2 Meqabyan
Introduction2 Meqabyan 15
Édition évolutive · en cours de révision · non validée S5 · reformulation contrôlée pour saisir immédiatement le sens discursif · restitution Paraphrase
La résurrection rend visible ce qui avait été nié : chacun se retrouve alors face à la vérité de sa propre vie.
Ce que chacun a fait suffit à révéler ce qu’il est devenu.
Le temps de l’ambiguïté prend fin : vient le jour où tout est exposé.
Le jugement est présenté comme un bouleversement total de l’ordre habituel.
Tout ce qui semblait stable devient incertain.

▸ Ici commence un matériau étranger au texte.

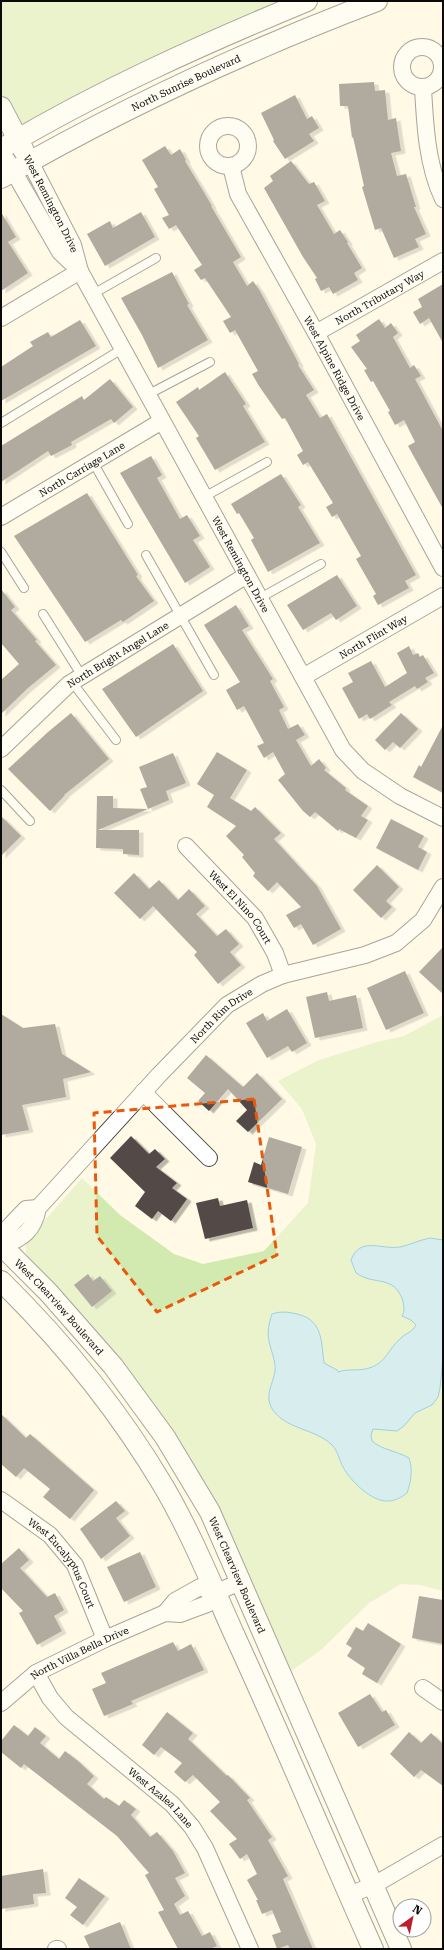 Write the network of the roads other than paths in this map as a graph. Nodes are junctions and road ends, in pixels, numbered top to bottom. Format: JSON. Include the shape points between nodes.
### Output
{"nodes":[{"id":1,"x":306,"y":1,"type":"edge"},
{"id":2,"x":377,"y":1,"type":"edge"},
{"id":3,"x":423,"y":88,"type":"dead end"},
{"id":4,"x":1,"y":107,"type":"edge"},
{"id":5,"x":12,"y":157,"type":"edge"},
{"id":6,"x":231,"y":166,"type":"dead end"},
{"id":7,"x":443,"y":199,"type":"edge"},
{"id":8,"x":156,"y":258,"type":"dead end"},
{"id":9,"x":443,"y":260,"type":"edge"},
{"id":10,"x":80,"y":271,"type":"junction"},
{"id":11,"x":93,"y":294,"type":"junction"},
{"id":12,"x":1,"y":318,"type":"edge"},
{"id":13,"x":316,"y":333,"type":"junction"},
{"id":14,"x":122,"y":349,"type":"junction"},
{"id":15,"x":210,"y":362,"type":"dead end"},
{"id":16,"x":148,"y":395,"type":"junction"},
{"id":17,"x":162,"y":421,"type":"junction"},
{"id":18,"x":1,"y":423,"type":"edge"},
{"id":19,"x":93,"y":462,"type":"junction"},
{"id":20,"x":267,"y":462,"type":"dead end"},
{"id":21,"x":204,"y":497,"type":"junction"},
{"id":22,"x":1,"y":517,"type":"edge"},
{"id":23,"x":128,"y":524,"type":"dead end"},
{"id":24,"x":1,"y":552,"type":"edge"},
{"id":25,"x":146,"y":555,"type":"dead end"},
{"id":26,"x":321,"y":564,"type":"dead end"},
{"id":27,"x":443,"y":568,"type":"edge"},
{"id":28,"x":247,"y":575,"type":"junction"},
{"id":29,"x":24,"y":588,"type":"dead end"},
{"id":30,"x":443,"y":596,"type":"edge"},
{"id":31,"x":260,"y":598,"type":"junction"},
{"id":32,"x":43,"y":614,"type":"dead end"},
{"id":33,"x":182,"y":615,"type":"junction"},
{"id":34,"x":214,"y":674,"type":"dead end"},
{"id":35,"x":303,"y":677,"type":"junction"},
{"id":36,"x":78,"y":679,"type":"junction"},
{"id":37,"x":116,"y":740,"type":"dead end"},
{"id":38,"x":1,"y":749,"type":"edge"},
{"id":39,"x":1,"y":790,"type":"edge"},
{"id":40,"x":443,"y":818,"type":"edge"},
{"id":41,"x":30,"y":821,"type":"dead end"},
{"id":42,"x":186,"y":846,"type":"dead end"},
{"id":43,"x":443,"y":887,"type":"edge"},
{"id":44,"x":284,"y":975,"type":"junction"},
{"id":45,"x":143,"y":1092,"type":"junction"},
{"id":46,"x":209,"y":1158,"type":"dead end"},
{"id":47,"x":1,"y":1246,"type":"edge"},
{"id":48,"x":1,"y":1281,"type":"edge"},
{"id":49,"x":1,"y":1500,"type":"edge"},
{"id":50,"x":240,"y":1582,"type":"junction"},
{"id":51,"x":216,"y":1593,"type":"junction"},
{"id":52,"x":105,"y":1639,"type":"junction"},
{"id":53,"x":36,"y":1673,"type":"junction"},
{"id":54,"x":424,"y":1688,"type":"dead end"},
{"id":55,"x":443,"y":1702,"type":"edge"},
{"id":56,"x":1,"y":1703,"type":"edge"},
{"id":57,"x":443,"y":1845,"type":"edge"},
{"id":58,"x":374,"y":1885,"type":"junction"},
{"id":59,"x":349,"y":1895,"type":"junction"},
{"id":60,"x":250,"y":1949,"type":"edge"},
{"id":61,"x":373,"y":1949,"type":"edge"},
{"id":62,"x":401,"y":1949,"type":"edge"}],
"edges":[{"from":1,"to":5,"type":"street","via":[[178,57]]},
{"from":2,"to":5,"type":"street","name":"North Sunrise Boulevard"},
{"from":3,"to":7,"type":"street","via":[[429,156]]},
{"from":4,"to":5,"type":"street"},
{"from":5,"to":10,"type":"street","name":"West Remington Drive","via":[[73,245]]},
{"from":6,"to":13,"type":"street","name":"West Alpine Ridge Drive","via":[[238,194]]},
{"from":8,"to":11,"type":"lane"},
{"from":9,"to":13,"type":"street","name":"North Tributary Way"},
{"from":10,"to":11,"type":"street","name":"West Remington Drive"},
{"from":10,"to":12,"type":"street"},
{"from":11,"to":14,"type":"street","name":"West Remington Drive"},
{"from":13,"to":27,"type":"street","name":"West Alpine Ridge Drive"},
{"from":14,"to":16,"type":"street","name":"West Remington Drive"},
{"from":14,"to":18,"type":"lane"},
{"from":15,"to":16,"type":"lane"},
{"from":16,"to":17,"type":"street","name":"West Remington Drive"},
{"from":17,"to":19,"type":"street","name":"North Carriage Lane"},
{"from":17,"to":21,"type":"street","name":"West Remington Drive"},
{"from":19,"to":22,"type":"street","name":"North Carriage Lane"},
{"from":19,"to":23,"type":"lane"},
{"from":20,"to":21,"type":"lane"},
{"from":21,"to":28,"type":"street","name":"West Remington Drive"},
{"from":24,"to":29,"type":"lane"},
{"from":25,"to":33,"type":"lane"},
{"from":26,"to":31,"type":"lane"},
{"from":28,"to":31,"type":"street","name":"West Remington Drive"},
{"from":28,"to":33,"type":"street","name":"North Bright Angel Lane"},
{"from":30,"to":35,"type":"street","name":"North Flint Way"},
{"from":31,"to":35,"type":"street","name":"West Remington Drive"},
{"from":32,"to":36,"type":"lane"},
{"from":33,"to":34,"type":"lane"},
{"from":33,"to":36,"type":"street","name":"North Bright Angel Lane"},
{"from":35,"to":40,"type":"street","name":"West Remington Drive","via":[[344,750],[363,771],[400,796]]},
{"from":36,"to":37,"type":"lane"},
{"from":36,"to":38,"type":"street","name":"North Bright Angel Lane"},
{"from":39,"to":41,"type":"lane"},
{"from":42,"to":44,"type":"street","name":"West El Nino Court","via":[[254,918],[275,953]]},
{"from":43,"to":44,"type":"street","name":"North Rim Drive","via":[[423,920],[396,943],[365,955]]},
{"from":44,"to":45,"type":"street","name":"North Rim Drive","via":[[262,984],[227,1006],[202,1028]]},
{"from":45,"to":46,"type":"street"},
{"from":45,"to":47,"type":"street","name":"North Rim Drive","via":[[38,1208],[26,1209],[7,1229]]},
{"from":47,"to":50,"type":"street","name":"West Clearview Boulevard","via":[[42,1285],[113,1366],[165,1437],[210,1512]]},
{"from":48,"to":51,"type":"street","via":[[94,1384],[146,1458],[165,1489]]},
{"from":49,"to":52,"type":"street","name":"West Eucalyptus Court","via":[[50,1535],[75,1565]]},
{"from":50,"to":51,"type":"street","name":"North Villa Bella Drive"},
{"from":50,"to":58,"type":"street","name":"West Clearview Boulevard"},
{"from":51,"to":52,"type":"street","name":"North Villa Bella Drive","via":[[207,1604],[180,1614],[164,1614]]},
{"from":51,"to":59,"type":"street"},
{"from":52,"to":53,"type":"street","name":"North Villa Bella Drive"},
{"from":53,"to":56,"type":"street","name":"North Villa Bella Drive"},
{"from":53,"to":60,"type":"street","name":"West Azalea Lane","via":[[50,1698],[66,1717],[172,1804],[192,1827],[205,1848]]},
{"from":54,"to":55,"type":"street"},
{"from":57,"to":58,"type":"street"},
{"from":58,"to":59,"type":"street"},
{"from":58,"to":62,"type":"street","name":"West Clearview Boulevard"},
{"from":59,"to":61,"type":"street"}]}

Le texte ne présente pas un jugement arbitraire : chacun reçoit selon ce qu’il a choisi de faire.
Les distinctions humaines cessent d’avoir du poids.
Ce qui compte alors n’est plus le rang, mais les œuvres.

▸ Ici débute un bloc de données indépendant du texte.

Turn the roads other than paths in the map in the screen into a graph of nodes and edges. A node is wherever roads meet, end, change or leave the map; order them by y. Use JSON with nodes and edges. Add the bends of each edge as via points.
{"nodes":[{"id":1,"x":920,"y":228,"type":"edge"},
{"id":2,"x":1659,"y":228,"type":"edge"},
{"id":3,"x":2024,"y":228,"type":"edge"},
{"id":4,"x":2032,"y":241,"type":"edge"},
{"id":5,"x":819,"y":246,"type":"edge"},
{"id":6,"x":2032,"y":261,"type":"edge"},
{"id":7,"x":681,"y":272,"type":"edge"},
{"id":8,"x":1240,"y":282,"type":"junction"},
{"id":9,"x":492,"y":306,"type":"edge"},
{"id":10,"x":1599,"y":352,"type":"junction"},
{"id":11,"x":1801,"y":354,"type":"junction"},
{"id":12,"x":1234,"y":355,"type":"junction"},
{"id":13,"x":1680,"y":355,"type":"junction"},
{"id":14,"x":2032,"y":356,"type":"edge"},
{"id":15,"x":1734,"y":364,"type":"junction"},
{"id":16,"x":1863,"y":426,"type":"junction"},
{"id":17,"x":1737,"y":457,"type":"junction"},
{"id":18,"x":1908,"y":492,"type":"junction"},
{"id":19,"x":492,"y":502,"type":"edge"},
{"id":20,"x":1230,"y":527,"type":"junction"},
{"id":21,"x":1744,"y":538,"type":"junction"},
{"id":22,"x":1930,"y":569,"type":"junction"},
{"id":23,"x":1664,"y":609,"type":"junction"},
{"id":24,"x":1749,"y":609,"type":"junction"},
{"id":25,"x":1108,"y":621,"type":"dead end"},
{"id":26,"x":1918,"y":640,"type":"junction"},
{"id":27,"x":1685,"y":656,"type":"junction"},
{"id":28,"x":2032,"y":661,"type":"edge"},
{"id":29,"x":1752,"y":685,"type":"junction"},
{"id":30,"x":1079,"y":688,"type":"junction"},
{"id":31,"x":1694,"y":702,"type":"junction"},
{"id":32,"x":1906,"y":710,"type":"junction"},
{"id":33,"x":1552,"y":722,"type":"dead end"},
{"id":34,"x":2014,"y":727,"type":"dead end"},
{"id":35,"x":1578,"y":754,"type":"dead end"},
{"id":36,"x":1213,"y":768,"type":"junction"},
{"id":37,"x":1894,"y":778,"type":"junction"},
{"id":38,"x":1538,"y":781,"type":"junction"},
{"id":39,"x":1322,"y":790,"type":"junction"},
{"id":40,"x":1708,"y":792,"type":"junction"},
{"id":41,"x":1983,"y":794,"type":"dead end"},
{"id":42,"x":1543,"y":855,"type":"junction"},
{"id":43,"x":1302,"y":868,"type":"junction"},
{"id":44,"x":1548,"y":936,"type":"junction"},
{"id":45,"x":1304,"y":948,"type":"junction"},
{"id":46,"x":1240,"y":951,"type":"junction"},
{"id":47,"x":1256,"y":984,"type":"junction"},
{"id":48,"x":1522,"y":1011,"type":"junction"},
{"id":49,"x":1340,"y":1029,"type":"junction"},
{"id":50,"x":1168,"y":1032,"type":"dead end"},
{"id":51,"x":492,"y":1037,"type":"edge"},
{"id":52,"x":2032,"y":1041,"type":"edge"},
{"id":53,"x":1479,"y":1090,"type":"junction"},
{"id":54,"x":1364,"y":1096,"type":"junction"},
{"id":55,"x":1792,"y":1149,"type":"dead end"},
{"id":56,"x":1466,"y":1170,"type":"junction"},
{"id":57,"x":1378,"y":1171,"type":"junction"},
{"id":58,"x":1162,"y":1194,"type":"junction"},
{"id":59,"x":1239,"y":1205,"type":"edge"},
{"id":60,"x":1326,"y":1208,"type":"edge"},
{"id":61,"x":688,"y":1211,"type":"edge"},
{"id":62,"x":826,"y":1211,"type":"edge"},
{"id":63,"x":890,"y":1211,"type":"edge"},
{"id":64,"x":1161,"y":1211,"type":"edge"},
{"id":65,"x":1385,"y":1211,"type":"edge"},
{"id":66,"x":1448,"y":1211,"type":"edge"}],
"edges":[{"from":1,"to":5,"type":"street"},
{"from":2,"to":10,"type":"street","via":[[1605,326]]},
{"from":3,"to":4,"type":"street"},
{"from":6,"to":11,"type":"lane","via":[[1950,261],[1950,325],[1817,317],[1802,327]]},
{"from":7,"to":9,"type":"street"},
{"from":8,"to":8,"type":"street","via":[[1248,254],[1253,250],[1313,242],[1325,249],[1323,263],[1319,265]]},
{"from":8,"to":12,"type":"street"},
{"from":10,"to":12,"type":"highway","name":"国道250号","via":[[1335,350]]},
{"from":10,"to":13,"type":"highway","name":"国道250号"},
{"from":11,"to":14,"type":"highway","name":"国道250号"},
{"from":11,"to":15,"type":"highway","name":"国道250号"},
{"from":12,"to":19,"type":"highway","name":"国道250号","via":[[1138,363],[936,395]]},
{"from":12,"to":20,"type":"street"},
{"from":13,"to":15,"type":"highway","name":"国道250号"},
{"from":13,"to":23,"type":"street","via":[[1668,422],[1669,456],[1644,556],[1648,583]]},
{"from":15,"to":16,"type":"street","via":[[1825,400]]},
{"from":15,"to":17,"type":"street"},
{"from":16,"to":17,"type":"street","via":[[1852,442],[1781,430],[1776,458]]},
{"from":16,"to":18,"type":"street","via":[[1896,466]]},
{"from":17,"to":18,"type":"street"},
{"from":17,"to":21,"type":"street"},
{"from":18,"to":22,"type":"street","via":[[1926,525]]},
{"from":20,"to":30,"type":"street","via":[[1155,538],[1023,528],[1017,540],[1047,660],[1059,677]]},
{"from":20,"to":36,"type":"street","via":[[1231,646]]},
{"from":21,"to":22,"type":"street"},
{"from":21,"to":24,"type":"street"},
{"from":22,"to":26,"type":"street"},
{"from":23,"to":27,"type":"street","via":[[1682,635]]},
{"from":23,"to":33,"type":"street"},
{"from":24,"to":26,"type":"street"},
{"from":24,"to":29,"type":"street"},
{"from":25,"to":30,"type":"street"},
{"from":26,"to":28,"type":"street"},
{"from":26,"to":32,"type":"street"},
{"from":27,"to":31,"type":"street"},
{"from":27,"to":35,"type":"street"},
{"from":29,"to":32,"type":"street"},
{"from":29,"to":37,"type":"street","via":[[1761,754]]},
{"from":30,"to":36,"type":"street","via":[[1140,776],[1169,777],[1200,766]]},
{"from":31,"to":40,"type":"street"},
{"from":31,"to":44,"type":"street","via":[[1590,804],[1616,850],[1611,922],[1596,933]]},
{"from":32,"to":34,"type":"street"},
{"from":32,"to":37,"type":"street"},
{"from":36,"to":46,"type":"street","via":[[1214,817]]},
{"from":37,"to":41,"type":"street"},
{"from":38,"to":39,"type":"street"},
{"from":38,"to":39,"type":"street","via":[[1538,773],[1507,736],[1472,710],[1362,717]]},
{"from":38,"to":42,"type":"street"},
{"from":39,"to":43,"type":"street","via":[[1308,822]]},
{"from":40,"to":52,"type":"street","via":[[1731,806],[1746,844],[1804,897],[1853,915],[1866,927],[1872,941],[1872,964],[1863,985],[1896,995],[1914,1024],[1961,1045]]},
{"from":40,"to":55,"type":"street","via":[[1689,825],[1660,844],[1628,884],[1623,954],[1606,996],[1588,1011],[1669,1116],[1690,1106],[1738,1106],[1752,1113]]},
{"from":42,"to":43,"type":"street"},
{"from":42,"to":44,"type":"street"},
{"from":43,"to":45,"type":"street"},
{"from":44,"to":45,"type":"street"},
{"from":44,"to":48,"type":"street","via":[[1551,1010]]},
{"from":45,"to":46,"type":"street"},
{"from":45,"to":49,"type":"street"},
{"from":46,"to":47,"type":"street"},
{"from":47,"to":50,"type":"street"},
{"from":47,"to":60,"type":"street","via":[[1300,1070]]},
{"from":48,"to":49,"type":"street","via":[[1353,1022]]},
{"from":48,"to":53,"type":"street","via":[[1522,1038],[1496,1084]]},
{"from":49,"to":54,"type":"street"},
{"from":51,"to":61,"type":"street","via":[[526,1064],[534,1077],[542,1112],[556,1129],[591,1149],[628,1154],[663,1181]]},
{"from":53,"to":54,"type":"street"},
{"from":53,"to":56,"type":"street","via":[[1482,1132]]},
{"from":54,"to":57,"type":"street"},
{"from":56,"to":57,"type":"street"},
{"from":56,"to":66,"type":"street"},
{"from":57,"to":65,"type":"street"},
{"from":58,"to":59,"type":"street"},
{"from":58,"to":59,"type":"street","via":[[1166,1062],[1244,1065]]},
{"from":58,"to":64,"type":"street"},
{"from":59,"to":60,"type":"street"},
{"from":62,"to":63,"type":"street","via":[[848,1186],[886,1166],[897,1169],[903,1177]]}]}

Le jugement remet toutes les hiérarchies humaines à leur juste place.
Ce que chacun sème dans sa conduite produit alors son fruit.
Enseigner une erreur engage une responsabilité qui apparaît pleinement au jugement.
Le temps du choix est maintenant ; le regret tardif ne peut plus remplacer le bien qui n’a pas été fait.
Le bien accompli dans le temps reçoit, selon le texte, un fruit durable.
Croire à la résurrection transforme la manière de vivre maintenant.
L’obéissance ouvre sur un héritage qui dépasse la vie présente.
La promesse ancienne est projetée dans le monde à venir.
Vivre sans horizon de jugement conduit, selon l’auteur, à mépriser la Loi.
Le contraste avec la joie durable des justes est absolu.
Le jugement est représenté par une souffrance qui ne s’interrompt pas.
Le jugement est décrit comme un environnement entièrement hostile.
Le chapitre conclut par un avertissement : nier la résurrection a, dans sa logique, une conséquence eschatologique.